Segment Open

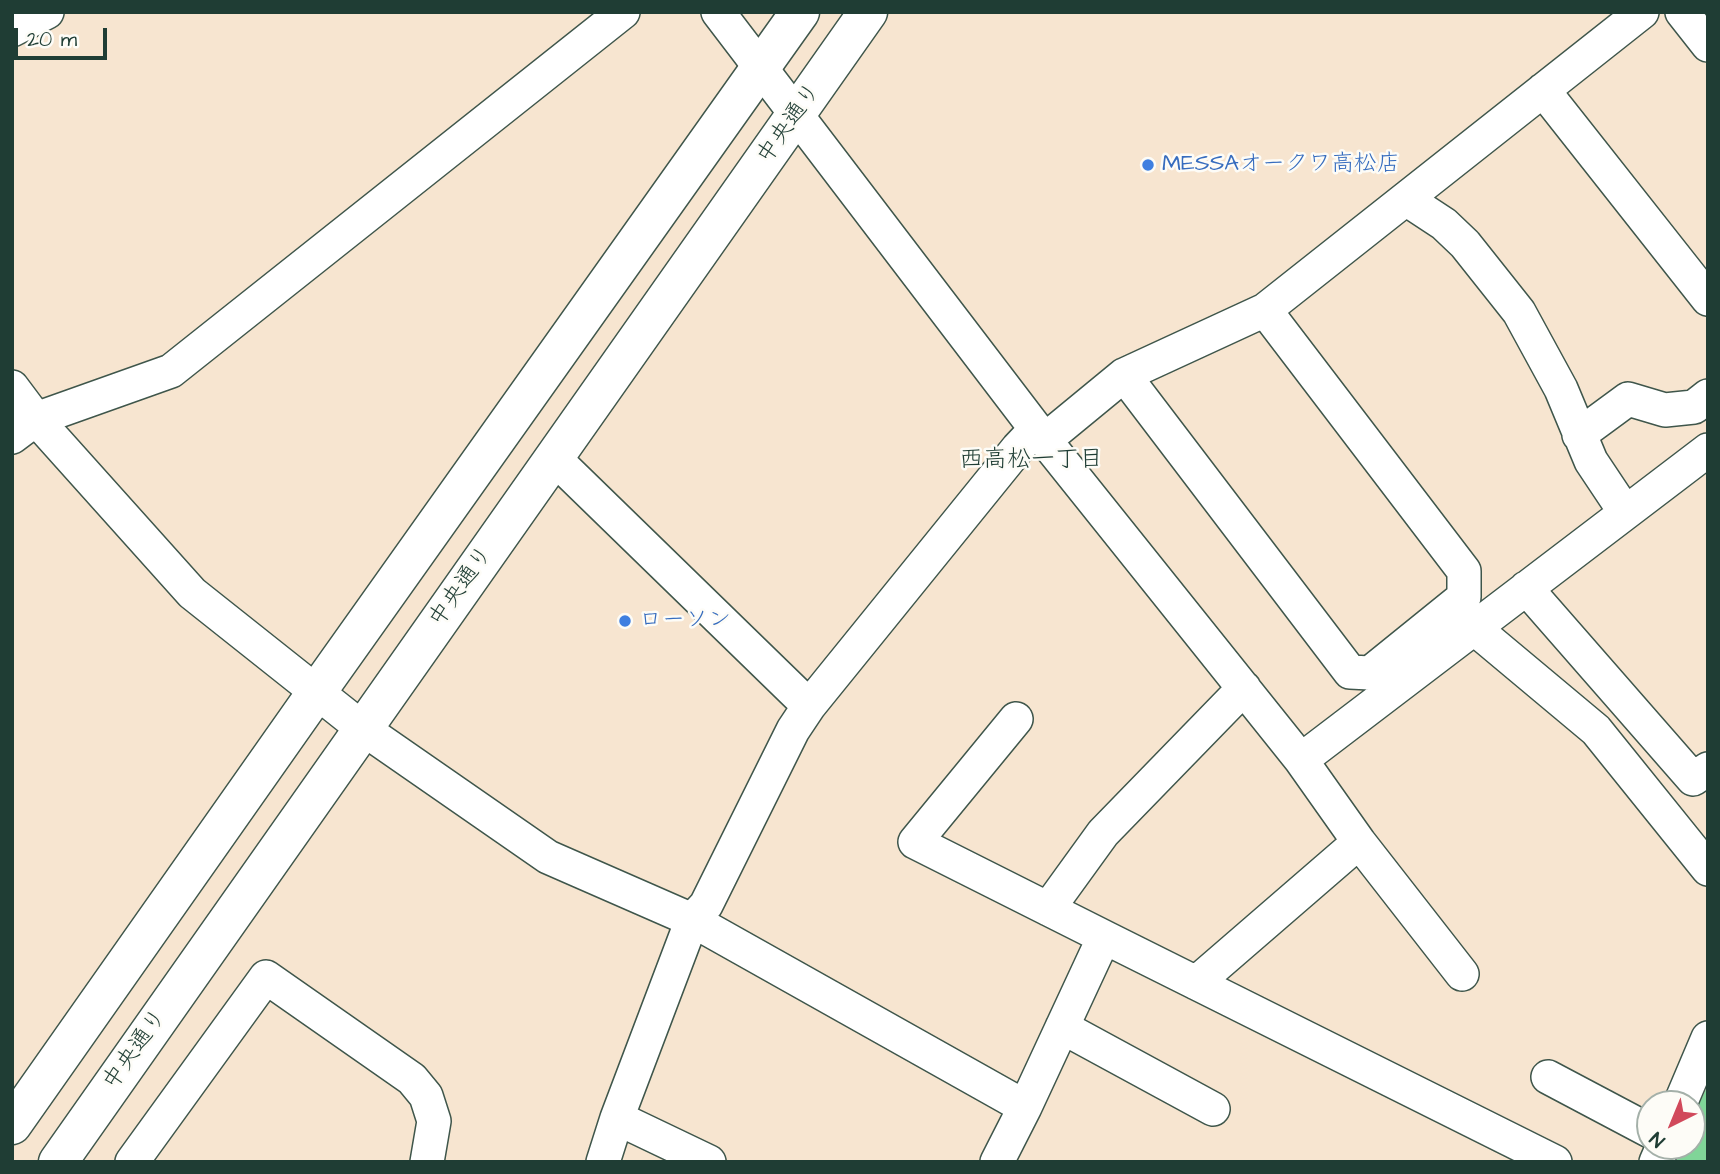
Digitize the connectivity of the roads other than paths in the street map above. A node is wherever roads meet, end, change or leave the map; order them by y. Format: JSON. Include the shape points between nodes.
{"nodes":[{"id":1,"x":47,"y":12,"type":"edge"},
{"id":2,"x":623,"y":12,"type":"edge"},
{"id":3,"x":718,"y":12,"type":"edge"},
{"id":4,"x":800,"y":12,"type":"edge"},
{"id":5,"x":868,"y":12,"type":"edge"},
{"id":6,"x":1642,"y":12,"type":"edge"},
{"id":7,"x":1682,"y":12,"type":"edge"},
{"id":8,"x":12,"y":30,"type":"edge"},
{"id":9,"x":1708,"y":45,"type":"edge"},
{"id":10,"x":761,"y":66,"type":"junction"},
{"id":11,"x":1544,"y":90,"type":"junction"},
{"id":12,"x":796,"y":114,"type":"junction"},
{"id":13,"x":1406,"y":199,"type":"junction"},
{"id":14,"x":1708,"y":299,"type":"edge"},
{"id":15,"x":1265,"y":310,"type":"junction"},
{"id":16,"x":1124,"y":376,"type":"junction"},
{"id":17,"x":12,"y":387,"type":"edge"},
{"id":18,"x":1708,"y":397,"type":"edge"},
{"id":19,"x":24,"y":428,"type":"edge"},
{"id":20,"x":1040,"y":435,"type":"junction"},
{"id":21,"x":1579,"y":435,"type":"junction"},
{"id":22,"x":1708,"y":450,"type":"edge"},
{"id":23,"x":554,"y":458,"type":"junction"},
{"id":24,"x":1625,"y":512,"type":"junction"},
{"id":25,"x":1526,"y":589,"type":"junction"},
{"id":26,"x":1474,"y":628,"type":"junction"},
{"id":27,"x":1244,"y":688,"type":"junction"},
{"id":28,"x":316,"y":693,"type":"junction"},
{"id":29,"x":809,"y":706,"type":"junction"},
{"id":30,"x":1016,"y":719,"type":"dead end"},
{"id":31,"x":362,"y":728,"type":"junction"},
{"id":32,"x":1301,"y":760,"type":"junction"},
{"id":33,"x":1708,"y":769,"type":"edge"},
{"id":34,"x":1359,"y":842,"type":"junction"},
{"id":35,"x":1708,"y":869,"type":"edge"},
{"id":36,"x":1048,"y":909,"type":"junction"},
{"id":37,"x":692,"y":920,"type":"junction"},
{"id":38,"x":1104,"y":937,"type":"junction"},
{"id":39,"x":1462,"y":974,"type":"dead end"},
{"id":40,"x":1196,"y":983,"type":"junction"},
{"id":41,"x":1062,"y":1027,"type":"junction"},
{"id":42,"x":1708,"y":1038,"type":"edge"},
{"id":43,"x":1548,"y":1077,"type":"dead end"},
{"id":44,"x":1687,"y":1090,"type":"edge"},
{"id":45,"x":1025,"y":1107,"type":"junction"},
{"id":46,"x":1213,"y":1109,"type":"dead end"},
{"id":47,"x":617,"y":1118,"type":"junction"},
{"id":48,"x":1636,"y":1123,"type":"edge"},
{"id":49,"x":12,"y":1125,"type":"edge"},
{"id":50,"x":58,"y":1162,"type":"edge"},
{"id":51,"x":132,"y":1162,"type":"edge"},
{"id":52,"x":427,"y":1162,"type":"edge"},
{"id":53,"x":603,"y":1162,"type":"edge"},
{"id":54,"x":709,"y":1162,"type":"edge"},
{"id":55,"x":997,"y":1162,"type":"edge"},
{"id":56,"x":1555,"y":1162,"type":"edge"}],
"edges":[{"from":1,"to":8,"type":"street"},
{"from":2,"to":19,"type":"street","via":[[171,371]]},
{"from":3,"to":10,"type":"street"},
{"from":4,"to":10,"type":"highway"},
{"from":5,"to":12,"type":"highway","name":"中央通り"},
{"from":6,"to":11,"type":"street"},
{"from":7,"to":9,"type":"street"},
{"from":10,"to":12,"type":"street"},
{"from":10,"to":28,"type":"highway"},
{"from":11,"to":13,"type":"street"},
{"from":11,"to":14,"type":"street"},
{"from":12,"to":20,"type":"street"},
{"from":12,"to":23,"type":"highway","name":"中央通り"},
{"from":13,"to":15,"type":"street"},
{"from":13,"to":21,"type":"street","via":[[1465,244],[1520,312],[1549,363]]},
{"from":15,"to":16,"type":"street"},
{"from":15,"to":16,"type":"street","via":[[1464,571],[1464,597],[1370,673],[1350,672]]},
{"from":16,"to":20,"type":"street"},
{"from":17,"to":19,"type":"street"},
{"from":18,"to":21,"type":"street","via":[[1694,407],[1665,410],[1628,399]]},
{"from":19,"to":28,"type":"street","via":[[192,593]]},
{"from":20,"to":27,"type":"street"},
{"from":20,"to":29,"type":"street","via":[[1018,448]]},
{"from":21,"to":24,"type":"street"},
{"from":22,"to":24,"type":"street"},
{"from":23,"to":29,"type":"street"},
{"from":23,"to":31,"type":"highway","name":"中央通り"},
{"from":24,"to":25,"type":"street"},
{"from":25,"to":26,"type":"street"},
{"from":25,"to":33,"type":"street","via":[[1693,779]]},
{"from":26,"to":32,"type":"street"},
{"from":26,"to":35,"type":"street","via":[[1597,730]]},
{"from":27,"to":32,"type":"street"},
{"from":27,"to":36,"type":"street","via":[[1103,833]]},
{"from":28,"to":31,"type":"street"},
{"from":28,"to":49,"type":"highway"},
{"from":29,"to":37,"type":"street","via":[[706,905]]},
{"from":30,"to":36,"type":"street","via":[[915,842]]},
{"from":31,"to":37,"type":"street","via":[[548,857]]},
{"from":31,"to":50,"type":"highway","name":"中央通り"},
{"from":32,"to":34,"type":"street"},
{"from":34,"to":39,"type":"street"},
{"from":34,"to":40,"type":"street"},
{"from":36,"to":38,"type":"street"},
{"from":37,"to":45,"type":"street"},
{"from":37,"to":47,"type":"street"},
{"from":38,"to":40,"type":"street"},
{"from":38,"to":41,"type":"street"},
{"from":40,"to":56,"type":"street"},
{"from":41,"to":45,"type":"street"},
{"from":41,"to":46,"type":"street"},
{"from":42,"to":44,"type":"street"},
{"from":43,"to":48,"type":"street"},
{"from":45,"to":55,"type":"street"},
{"from":47,"to":53,"type":"street"},
{"from":47,"to":54,"type":"street"},
{"from":51,"to":52,"type":"street","via":[[266,977],[412,1079],[426,1096],[434,1121]]}]}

Segment Closed

_THE PROBLEM_
Copy each line of the material where "nodes" is found.

_SOLUTION BELOW_
Digitize the connectivity of the roads other than paths in the street map above. A node is wherever roads meet, end, change or leave the map; order them by y. Format: JSON. Include the shape points between nodes.
{"nodes":[{"id":1,"x":47,"y":12,"type":"edge"},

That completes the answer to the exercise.